Return the count of lines in the following records that include "HOMEBUSH", and nothing more.

==============================

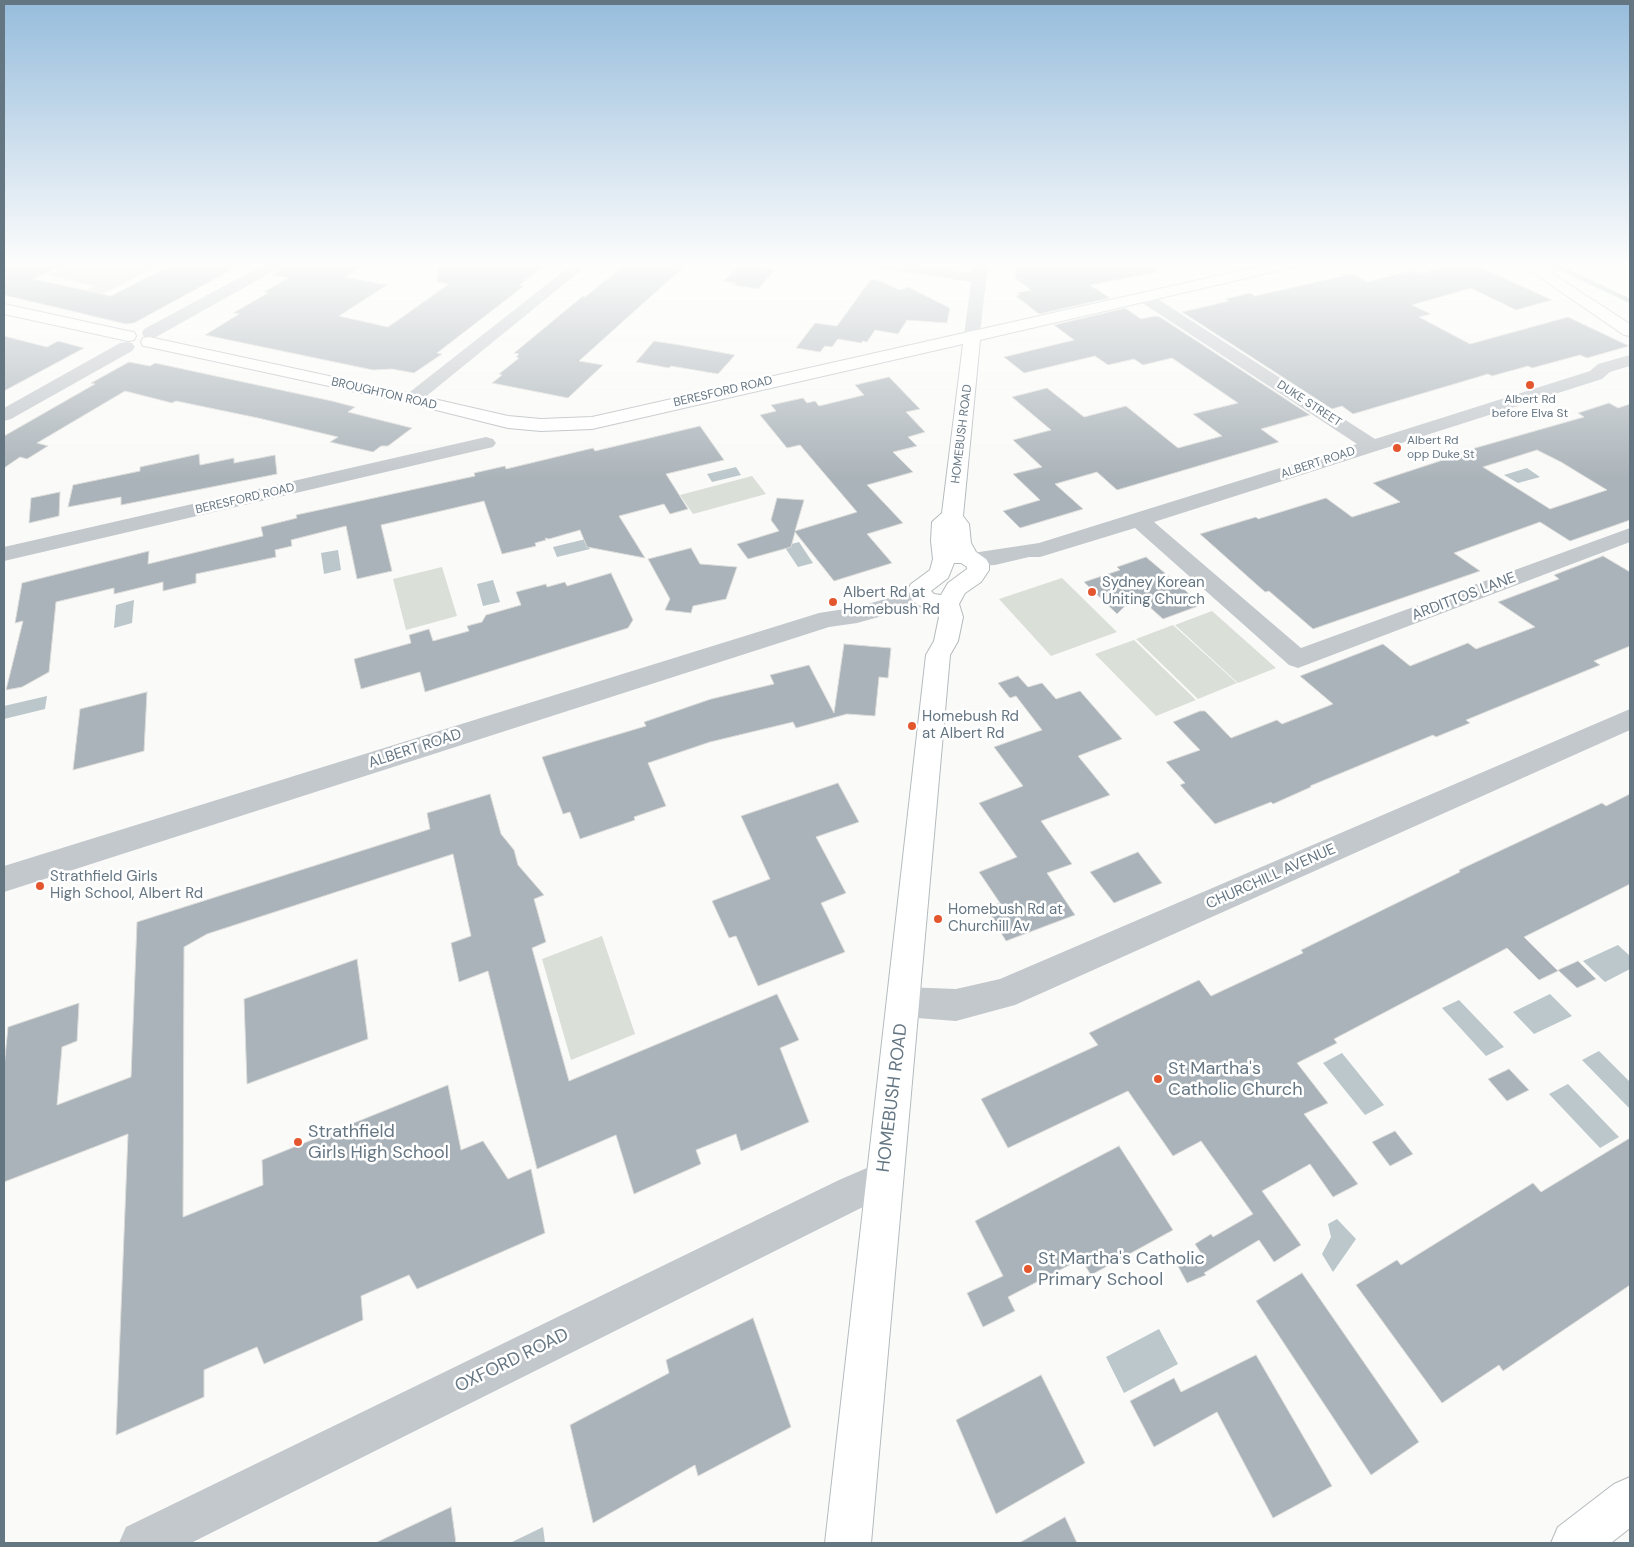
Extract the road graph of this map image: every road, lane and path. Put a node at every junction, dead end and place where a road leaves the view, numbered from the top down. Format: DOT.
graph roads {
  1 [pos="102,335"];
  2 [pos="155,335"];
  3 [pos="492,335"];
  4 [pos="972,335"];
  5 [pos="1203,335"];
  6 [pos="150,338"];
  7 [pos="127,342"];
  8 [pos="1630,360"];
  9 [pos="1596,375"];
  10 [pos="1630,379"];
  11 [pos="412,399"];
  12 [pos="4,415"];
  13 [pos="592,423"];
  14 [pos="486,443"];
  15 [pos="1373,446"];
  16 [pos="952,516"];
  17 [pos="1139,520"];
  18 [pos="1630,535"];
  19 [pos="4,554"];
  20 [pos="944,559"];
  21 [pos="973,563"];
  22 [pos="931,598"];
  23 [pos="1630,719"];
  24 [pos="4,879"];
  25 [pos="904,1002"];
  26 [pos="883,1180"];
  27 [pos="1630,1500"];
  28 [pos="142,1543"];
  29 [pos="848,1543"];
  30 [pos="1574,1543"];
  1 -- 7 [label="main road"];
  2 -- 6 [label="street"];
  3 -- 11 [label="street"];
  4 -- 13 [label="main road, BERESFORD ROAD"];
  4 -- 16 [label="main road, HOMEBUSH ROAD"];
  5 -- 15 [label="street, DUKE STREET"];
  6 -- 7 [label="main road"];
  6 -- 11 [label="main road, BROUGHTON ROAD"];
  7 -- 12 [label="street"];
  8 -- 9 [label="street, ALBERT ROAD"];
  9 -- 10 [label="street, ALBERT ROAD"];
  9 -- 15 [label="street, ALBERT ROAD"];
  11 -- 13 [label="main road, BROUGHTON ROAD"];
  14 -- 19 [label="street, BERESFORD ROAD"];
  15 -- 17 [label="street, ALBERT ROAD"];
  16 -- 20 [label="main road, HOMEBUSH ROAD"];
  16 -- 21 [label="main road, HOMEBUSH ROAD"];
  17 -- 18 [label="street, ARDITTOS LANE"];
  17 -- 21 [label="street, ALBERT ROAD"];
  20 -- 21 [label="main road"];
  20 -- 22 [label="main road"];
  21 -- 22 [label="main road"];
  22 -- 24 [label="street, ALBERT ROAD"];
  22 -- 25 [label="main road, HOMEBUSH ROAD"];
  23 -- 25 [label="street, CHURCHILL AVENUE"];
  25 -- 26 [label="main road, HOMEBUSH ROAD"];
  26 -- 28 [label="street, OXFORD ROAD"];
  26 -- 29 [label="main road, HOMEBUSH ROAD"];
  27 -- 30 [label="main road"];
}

==============================

- **REPLY TO THE EXERCISE**
6